Wish you were right however CGT at moment is dependent on the rules of the country you reside in. ie. Cyprus does not charge its residents CGT on sale of UK property. George is considering changing the rules so CGT would be charged by the 'UK' on anyone who is non resident and sells a second home in the UK. So anyone who has invested in UK property for their pension plans for their retirement is potentially going to be stuffed. They call it the 'Equity trap' and if they change the rules it will send many people broke. The very wealthy who George is supposed to be targeting will probably not bother selling or they will long term let the properties out and invest elsewhere in future.


----------



## PeteandSylv (Sep 24, 2008)

I am rather puzzled by this thread.

If you invest in property that is not your main residence, you would always have been charged CGT on disposal in the UK.

Does this change relate to a property investment under an no-tax umbrella for a pension plan?

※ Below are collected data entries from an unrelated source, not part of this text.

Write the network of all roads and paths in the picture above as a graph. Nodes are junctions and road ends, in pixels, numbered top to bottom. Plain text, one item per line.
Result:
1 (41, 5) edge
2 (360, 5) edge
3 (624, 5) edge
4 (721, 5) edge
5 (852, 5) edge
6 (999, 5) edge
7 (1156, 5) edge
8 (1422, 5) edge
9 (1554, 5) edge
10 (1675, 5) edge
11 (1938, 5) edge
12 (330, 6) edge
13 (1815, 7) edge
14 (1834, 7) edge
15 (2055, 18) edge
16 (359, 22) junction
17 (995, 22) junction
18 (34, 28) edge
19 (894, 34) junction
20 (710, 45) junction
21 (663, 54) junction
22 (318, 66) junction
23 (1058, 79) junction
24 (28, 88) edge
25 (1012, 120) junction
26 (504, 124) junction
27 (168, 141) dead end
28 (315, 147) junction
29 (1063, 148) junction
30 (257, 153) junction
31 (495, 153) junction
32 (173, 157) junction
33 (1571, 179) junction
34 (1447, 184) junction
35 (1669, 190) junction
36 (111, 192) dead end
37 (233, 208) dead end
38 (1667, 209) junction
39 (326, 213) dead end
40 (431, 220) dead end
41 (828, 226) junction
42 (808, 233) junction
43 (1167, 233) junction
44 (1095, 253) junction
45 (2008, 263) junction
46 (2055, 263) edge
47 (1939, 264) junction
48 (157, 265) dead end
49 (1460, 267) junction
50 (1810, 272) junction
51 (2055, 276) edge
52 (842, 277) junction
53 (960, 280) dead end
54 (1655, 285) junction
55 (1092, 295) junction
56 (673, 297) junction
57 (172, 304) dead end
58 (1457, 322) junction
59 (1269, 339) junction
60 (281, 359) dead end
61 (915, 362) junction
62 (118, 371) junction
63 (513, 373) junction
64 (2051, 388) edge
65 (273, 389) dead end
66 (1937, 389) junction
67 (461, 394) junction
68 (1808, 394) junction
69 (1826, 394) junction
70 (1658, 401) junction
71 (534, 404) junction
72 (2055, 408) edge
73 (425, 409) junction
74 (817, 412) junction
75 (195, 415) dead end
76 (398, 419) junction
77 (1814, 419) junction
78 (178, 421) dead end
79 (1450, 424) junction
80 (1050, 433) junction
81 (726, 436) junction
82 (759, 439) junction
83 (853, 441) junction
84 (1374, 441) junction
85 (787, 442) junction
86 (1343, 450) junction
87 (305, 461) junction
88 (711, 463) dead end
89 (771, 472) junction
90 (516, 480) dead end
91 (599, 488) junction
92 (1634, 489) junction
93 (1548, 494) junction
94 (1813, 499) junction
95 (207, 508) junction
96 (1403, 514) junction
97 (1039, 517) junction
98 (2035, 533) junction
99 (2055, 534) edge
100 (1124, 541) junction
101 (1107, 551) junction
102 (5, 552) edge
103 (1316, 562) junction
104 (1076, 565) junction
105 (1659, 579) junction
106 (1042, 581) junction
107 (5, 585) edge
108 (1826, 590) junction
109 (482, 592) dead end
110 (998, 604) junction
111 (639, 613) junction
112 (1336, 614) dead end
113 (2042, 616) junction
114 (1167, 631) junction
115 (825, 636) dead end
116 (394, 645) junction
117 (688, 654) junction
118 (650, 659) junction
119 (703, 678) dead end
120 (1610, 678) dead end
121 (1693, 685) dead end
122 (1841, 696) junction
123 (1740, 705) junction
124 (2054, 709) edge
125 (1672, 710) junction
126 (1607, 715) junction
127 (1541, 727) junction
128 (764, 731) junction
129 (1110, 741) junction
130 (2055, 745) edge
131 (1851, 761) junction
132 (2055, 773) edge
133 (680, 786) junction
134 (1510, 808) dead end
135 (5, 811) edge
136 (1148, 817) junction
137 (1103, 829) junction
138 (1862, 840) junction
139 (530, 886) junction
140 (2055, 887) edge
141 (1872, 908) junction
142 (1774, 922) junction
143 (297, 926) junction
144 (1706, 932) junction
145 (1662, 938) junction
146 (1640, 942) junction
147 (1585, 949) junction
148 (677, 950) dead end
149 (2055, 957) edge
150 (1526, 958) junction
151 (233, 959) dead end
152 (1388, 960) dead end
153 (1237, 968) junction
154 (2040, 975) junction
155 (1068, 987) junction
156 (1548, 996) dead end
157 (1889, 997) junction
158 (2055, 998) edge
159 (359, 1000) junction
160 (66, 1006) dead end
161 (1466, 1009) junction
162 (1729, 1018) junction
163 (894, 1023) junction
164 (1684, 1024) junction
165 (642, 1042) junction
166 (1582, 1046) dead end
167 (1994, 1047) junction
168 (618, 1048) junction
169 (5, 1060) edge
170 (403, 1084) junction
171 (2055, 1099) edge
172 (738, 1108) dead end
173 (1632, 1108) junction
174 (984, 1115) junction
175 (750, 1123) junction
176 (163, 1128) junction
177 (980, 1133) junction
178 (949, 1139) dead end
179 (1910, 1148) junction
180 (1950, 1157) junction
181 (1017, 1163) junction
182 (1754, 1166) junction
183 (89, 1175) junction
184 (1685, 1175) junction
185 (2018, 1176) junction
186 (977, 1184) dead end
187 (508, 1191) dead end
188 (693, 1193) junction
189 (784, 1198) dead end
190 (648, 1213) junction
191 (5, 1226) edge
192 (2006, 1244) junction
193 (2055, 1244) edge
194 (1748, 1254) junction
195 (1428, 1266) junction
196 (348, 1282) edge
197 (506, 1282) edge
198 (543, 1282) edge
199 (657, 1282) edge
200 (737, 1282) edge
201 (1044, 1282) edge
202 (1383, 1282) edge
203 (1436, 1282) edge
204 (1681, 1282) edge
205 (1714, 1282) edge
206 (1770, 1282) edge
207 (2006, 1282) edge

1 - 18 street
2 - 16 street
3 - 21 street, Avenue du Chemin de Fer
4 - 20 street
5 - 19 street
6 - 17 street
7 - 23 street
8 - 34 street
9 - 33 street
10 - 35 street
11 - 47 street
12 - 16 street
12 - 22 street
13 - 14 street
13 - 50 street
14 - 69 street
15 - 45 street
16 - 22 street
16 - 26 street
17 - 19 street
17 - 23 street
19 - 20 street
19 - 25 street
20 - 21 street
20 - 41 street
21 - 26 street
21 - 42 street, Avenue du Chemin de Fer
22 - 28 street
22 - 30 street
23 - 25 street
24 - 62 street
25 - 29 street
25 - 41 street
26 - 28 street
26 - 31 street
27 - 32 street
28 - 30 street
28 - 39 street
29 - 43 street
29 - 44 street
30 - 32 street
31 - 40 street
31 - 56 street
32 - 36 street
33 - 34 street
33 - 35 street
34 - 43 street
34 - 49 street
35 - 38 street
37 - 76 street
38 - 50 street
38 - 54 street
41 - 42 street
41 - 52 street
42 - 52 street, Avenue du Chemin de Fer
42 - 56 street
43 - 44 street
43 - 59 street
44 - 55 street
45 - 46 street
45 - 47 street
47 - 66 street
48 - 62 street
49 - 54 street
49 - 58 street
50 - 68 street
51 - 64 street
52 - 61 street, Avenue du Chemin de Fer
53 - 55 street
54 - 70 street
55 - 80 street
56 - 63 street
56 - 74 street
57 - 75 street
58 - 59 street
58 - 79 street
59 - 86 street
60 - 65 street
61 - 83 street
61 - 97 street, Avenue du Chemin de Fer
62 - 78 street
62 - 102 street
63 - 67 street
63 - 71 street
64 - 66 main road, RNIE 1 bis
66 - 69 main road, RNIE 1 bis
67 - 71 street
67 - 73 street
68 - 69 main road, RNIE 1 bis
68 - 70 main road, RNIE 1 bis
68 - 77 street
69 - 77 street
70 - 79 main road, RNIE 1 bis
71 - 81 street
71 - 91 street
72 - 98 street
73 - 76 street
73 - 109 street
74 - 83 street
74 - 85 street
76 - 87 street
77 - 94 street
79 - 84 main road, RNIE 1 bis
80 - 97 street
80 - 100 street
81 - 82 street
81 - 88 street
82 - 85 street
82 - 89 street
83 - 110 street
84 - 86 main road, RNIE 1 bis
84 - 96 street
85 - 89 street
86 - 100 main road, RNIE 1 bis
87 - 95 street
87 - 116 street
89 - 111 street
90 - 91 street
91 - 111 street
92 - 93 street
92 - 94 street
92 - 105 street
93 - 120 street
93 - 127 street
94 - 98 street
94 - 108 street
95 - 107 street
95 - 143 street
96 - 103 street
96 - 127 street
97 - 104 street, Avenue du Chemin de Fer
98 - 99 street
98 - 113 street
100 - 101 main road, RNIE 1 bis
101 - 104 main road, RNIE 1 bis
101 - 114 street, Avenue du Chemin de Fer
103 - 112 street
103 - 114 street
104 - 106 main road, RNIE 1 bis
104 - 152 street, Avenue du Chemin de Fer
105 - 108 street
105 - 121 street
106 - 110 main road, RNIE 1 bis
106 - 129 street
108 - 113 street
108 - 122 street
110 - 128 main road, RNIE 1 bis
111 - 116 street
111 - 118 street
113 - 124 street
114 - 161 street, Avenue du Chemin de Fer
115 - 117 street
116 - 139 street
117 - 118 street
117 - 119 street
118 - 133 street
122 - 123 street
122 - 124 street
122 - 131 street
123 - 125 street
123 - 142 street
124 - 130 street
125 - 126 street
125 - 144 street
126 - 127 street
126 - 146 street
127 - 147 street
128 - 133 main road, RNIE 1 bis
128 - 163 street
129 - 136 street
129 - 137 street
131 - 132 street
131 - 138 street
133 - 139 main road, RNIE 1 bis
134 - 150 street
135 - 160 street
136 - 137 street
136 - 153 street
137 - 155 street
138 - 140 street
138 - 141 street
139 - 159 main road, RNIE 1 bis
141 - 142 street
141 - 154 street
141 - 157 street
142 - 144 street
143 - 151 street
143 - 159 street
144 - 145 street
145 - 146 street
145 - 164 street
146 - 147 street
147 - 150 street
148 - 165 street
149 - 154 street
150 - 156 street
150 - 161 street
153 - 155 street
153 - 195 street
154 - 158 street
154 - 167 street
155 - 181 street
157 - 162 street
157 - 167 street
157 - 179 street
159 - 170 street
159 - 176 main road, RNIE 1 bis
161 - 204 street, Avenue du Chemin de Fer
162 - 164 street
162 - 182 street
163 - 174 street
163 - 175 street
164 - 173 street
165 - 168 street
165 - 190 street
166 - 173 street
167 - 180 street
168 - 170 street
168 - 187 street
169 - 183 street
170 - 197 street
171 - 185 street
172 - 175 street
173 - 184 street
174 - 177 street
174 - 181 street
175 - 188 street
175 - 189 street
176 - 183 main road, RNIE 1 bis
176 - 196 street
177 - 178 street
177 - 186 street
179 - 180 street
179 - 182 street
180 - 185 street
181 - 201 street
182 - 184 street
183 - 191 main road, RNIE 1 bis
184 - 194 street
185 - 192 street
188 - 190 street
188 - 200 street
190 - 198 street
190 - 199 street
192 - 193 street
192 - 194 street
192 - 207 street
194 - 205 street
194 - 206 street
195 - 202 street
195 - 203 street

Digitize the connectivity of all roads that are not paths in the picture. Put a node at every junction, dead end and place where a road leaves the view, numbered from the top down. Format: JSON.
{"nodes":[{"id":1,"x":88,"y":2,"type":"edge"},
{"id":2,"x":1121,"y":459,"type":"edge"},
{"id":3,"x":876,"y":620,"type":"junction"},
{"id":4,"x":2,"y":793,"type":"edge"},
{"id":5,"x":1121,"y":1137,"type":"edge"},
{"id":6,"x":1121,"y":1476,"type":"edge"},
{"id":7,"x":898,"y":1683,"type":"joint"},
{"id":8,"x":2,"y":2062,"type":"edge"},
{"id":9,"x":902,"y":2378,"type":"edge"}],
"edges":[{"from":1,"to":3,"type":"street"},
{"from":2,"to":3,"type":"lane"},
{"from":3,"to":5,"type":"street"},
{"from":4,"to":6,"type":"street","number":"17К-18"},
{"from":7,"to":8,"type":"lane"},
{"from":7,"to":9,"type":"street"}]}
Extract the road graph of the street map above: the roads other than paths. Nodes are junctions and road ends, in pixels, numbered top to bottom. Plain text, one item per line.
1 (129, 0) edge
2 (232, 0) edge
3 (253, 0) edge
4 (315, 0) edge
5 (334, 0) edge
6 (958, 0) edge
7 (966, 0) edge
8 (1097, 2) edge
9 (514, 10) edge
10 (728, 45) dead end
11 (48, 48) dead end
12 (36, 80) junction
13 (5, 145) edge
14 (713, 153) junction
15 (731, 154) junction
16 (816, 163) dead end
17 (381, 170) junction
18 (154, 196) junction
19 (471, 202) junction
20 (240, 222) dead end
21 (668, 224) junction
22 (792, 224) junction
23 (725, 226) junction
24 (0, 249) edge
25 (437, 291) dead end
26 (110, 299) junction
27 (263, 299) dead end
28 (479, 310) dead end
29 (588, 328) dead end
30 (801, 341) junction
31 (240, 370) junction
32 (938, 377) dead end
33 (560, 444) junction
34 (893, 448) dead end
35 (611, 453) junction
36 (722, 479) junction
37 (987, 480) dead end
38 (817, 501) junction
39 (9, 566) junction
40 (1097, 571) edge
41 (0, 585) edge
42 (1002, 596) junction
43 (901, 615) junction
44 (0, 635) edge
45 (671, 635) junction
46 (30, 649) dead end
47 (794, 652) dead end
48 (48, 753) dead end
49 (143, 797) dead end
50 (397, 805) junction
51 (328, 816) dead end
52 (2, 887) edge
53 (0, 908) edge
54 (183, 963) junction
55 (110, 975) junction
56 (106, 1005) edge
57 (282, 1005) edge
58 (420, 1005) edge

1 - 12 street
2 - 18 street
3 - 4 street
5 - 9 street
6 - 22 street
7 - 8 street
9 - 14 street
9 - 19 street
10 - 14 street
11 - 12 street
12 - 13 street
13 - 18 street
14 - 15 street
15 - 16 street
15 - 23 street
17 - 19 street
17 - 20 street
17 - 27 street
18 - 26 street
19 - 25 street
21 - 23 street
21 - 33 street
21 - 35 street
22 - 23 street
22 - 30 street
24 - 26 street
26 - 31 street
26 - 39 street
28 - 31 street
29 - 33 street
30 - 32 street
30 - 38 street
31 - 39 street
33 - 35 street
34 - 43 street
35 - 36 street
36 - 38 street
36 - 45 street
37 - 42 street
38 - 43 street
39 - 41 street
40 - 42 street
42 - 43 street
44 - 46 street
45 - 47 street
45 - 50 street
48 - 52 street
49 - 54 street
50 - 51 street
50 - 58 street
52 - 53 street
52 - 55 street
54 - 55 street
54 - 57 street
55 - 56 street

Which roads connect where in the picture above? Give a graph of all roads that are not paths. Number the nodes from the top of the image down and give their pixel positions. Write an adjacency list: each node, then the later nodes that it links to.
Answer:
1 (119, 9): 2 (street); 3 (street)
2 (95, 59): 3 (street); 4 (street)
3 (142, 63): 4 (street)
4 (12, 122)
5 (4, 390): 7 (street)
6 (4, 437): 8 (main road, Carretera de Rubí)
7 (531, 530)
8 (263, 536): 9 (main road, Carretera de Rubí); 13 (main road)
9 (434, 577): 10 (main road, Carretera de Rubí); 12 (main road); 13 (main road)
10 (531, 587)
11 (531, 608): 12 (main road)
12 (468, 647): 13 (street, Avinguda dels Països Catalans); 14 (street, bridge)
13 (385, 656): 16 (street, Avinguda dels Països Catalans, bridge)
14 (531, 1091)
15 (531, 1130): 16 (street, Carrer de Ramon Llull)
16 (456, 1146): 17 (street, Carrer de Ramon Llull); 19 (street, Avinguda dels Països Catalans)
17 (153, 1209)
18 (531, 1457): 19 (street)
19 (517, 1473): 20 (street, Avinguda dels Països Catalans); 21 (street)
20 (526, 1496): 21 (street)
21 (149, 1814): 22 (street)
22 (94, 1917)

Even so if you have a property that has made a substantial capital gain and you sell it, the CGT is a proportion of the profit. So why would that make you go broke? You still have the balance which includes the profit from the original investment.

Pete


----------



## seasoar (Sep 14, 2012)

if you remortgage the (second) property a couple of times (for other investments). CGT is calculated on original purchase price against sale price - not the new mortgage! minus improvements - so now when you sell and pay back the mortgage you get a bill from HMRC instead of a profit from the sale ... so if you haven't got any extra money you can't sell or if you do you go broke!


----------



## PeteandSylv (Sep 24, 2008)

seasoar said:


> if you remortgage the (second) property a couple of times (for other investments). CGT is calculated on original purchase price against sale price - not the new mortgage! minus improvements - so now when you sell and pay back the mortgage you get a bill from HMRC instead of a profit from the sale ... so if you haven't got any extra money you can't sell or if you do you go broke!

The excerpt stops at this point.